*** DATA SUPPLIED Section Begins ***

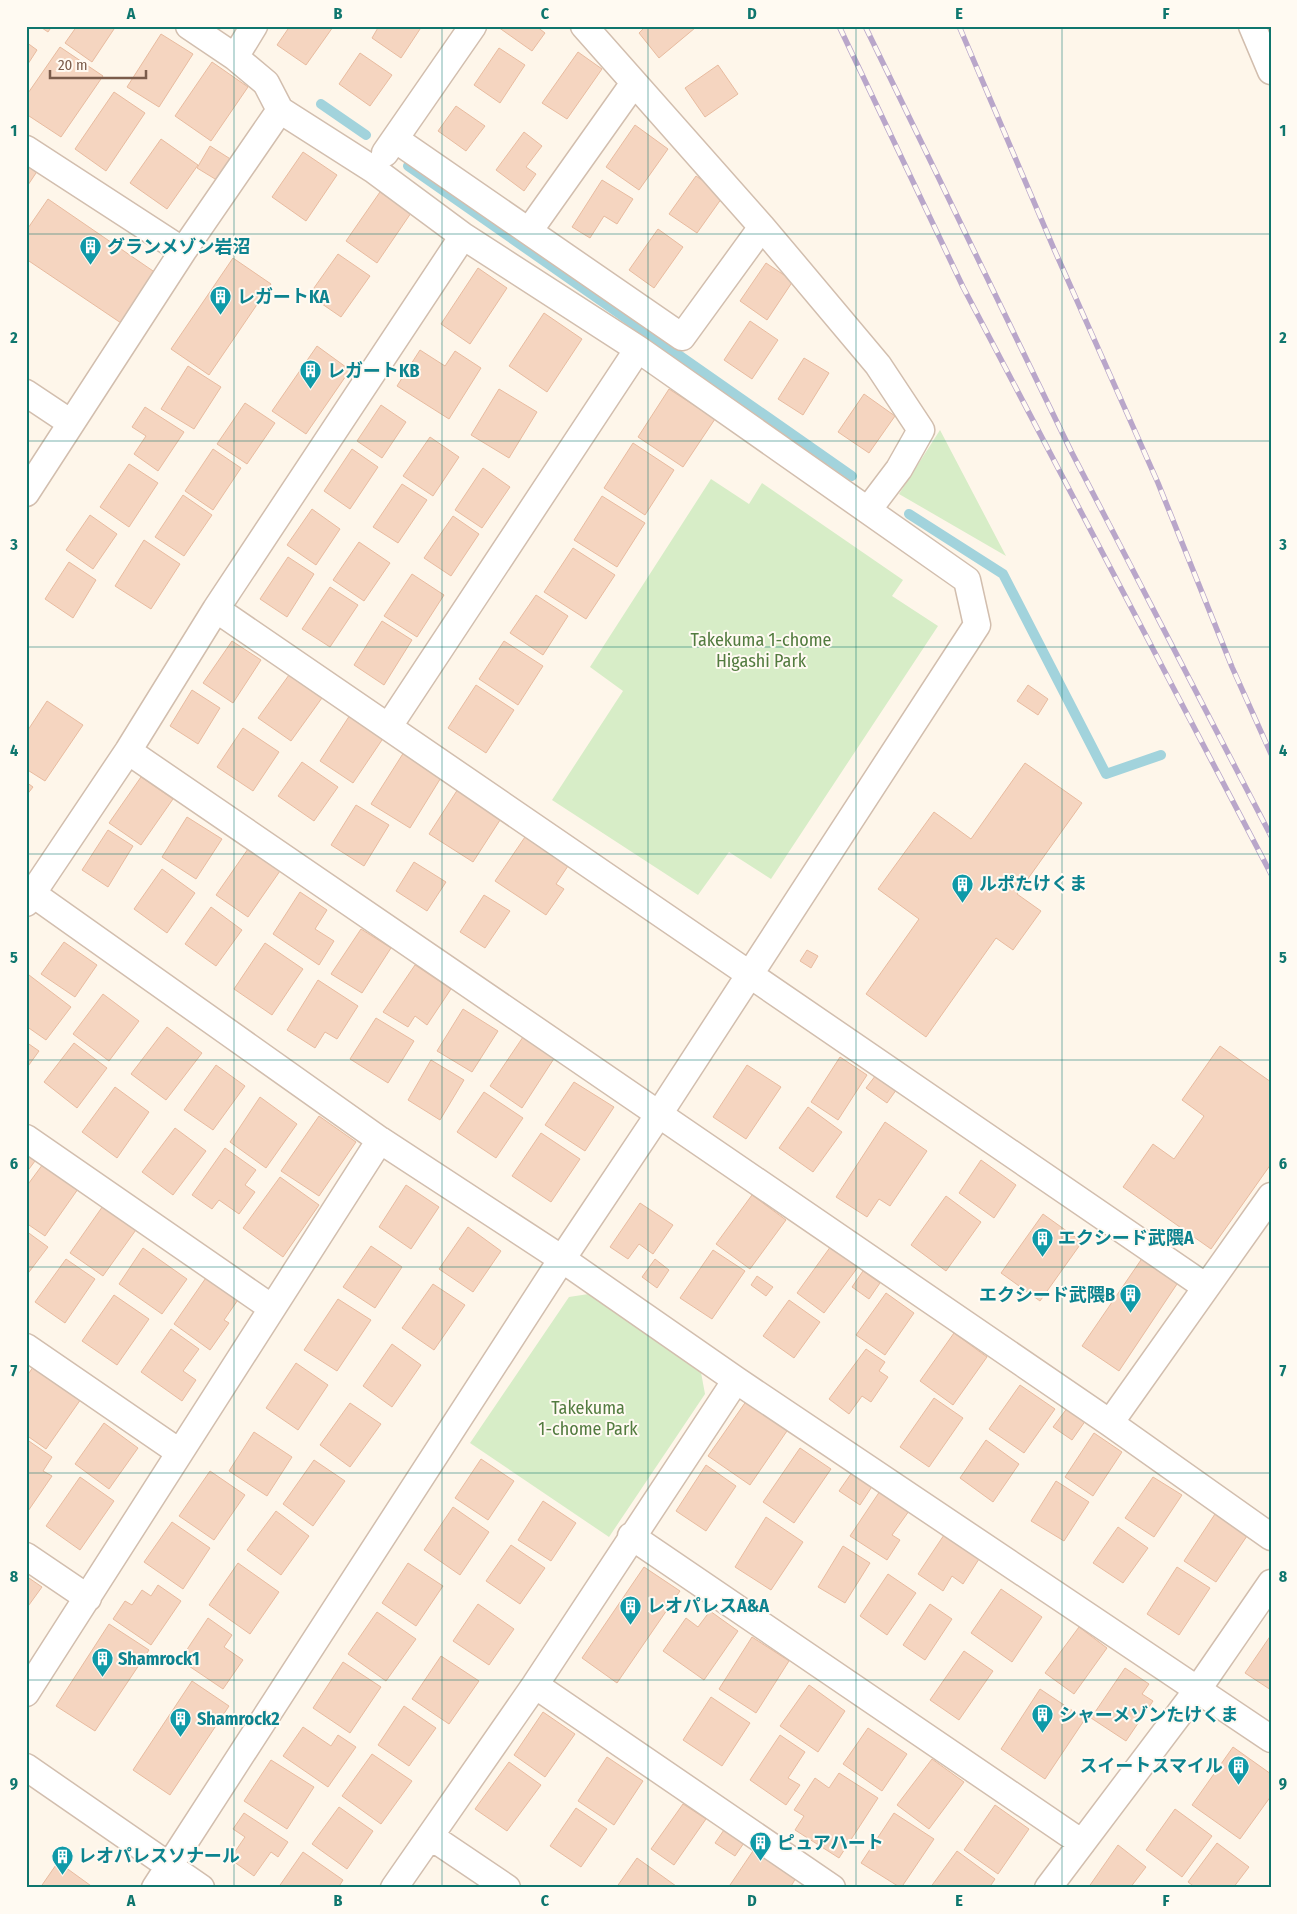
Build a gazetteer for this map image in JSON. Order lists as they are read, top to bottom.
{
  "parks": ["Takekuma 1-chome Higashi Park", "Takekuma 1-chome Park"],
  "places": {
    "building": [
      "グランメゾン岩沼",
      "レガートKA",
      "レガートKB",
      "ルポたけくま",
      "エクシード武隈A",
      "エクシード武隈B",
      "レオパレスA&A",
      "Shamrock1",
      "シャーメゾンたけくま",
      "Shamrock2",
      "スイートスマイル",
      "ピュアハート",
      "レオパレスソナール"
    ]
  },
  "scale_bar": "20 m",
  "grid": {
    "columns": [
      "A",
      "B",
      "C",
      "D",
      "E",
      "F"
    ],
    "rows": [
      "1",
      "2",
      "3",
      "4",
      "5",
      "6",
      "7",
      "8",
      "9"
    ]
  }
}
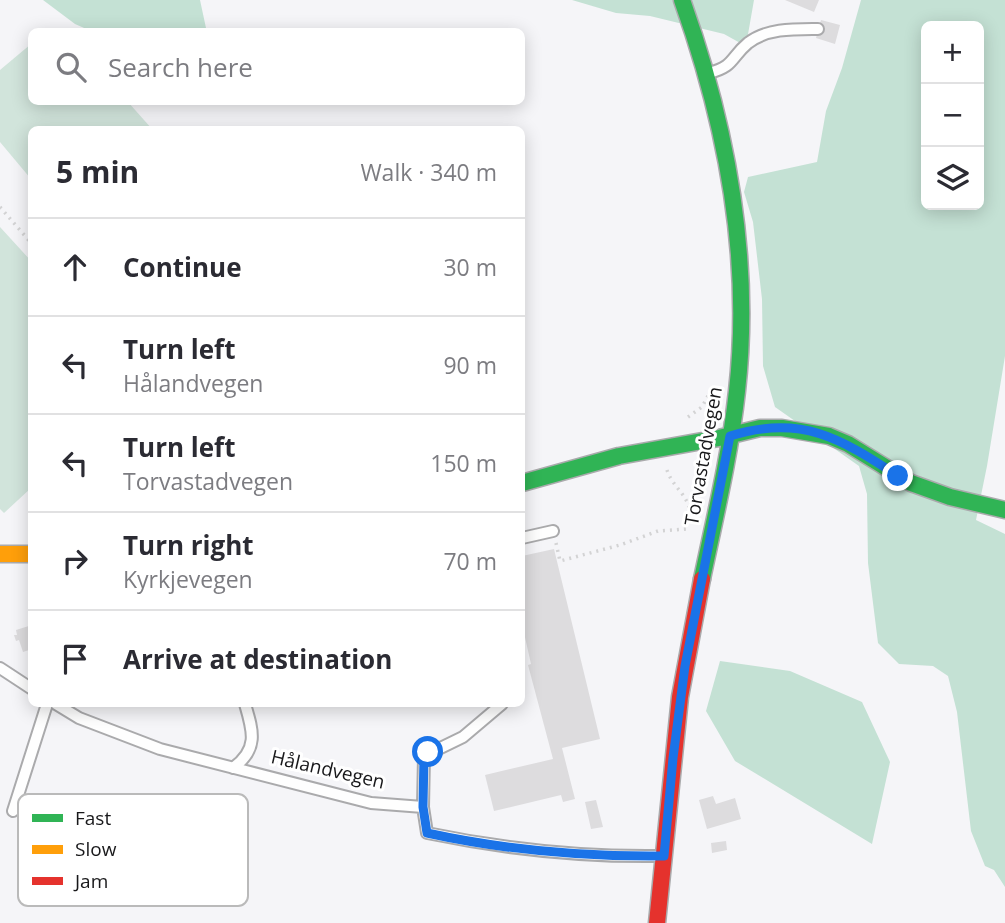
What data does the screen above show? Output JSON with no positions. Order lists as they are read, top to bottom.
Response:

*** DATA SUPPLIED Section Ends ***

# TASK STATEMENT:
The records must be restated word for word, apart from any images.

# RESULT OF THIS TASK:
Build a gazetteer for this map image in JSON. Order lists as they are read, top to bottom.
{
  "parks": ["Takekuma 1-chome Higashi Park", "Takekuma 1-chome Park"],
  "places": {
    "building": [
      "グランメゾン岩沼",
      "レガートKA",
      "レガートKB",
      "ルポたけくま",
      "エクシード武隈A",
      "エクシード武隈B",
      "レオパレスA&A",
      "Shamrock1",
      "シャーメゾンたけくま",
      "Shamrock2",
      "スイートスマイル",
      "ピュアハート",
      "レオパレスソナール"
    ]
  },
  "scale_bar": "20 m",
  "grid": {
    "columns": [
      "A",
      "B",
      "C",
      "D",
      "E",
      "F"
    ],
    "rows": [
      "1",
      "2",
      "3",
      "4",
      "5",
      "6",
      "7",
      "8",
      "9"
    ]
  }
}
What data does the screen above show? Output JSON with no positions. Order lists as they are read, top to bottom.
Response:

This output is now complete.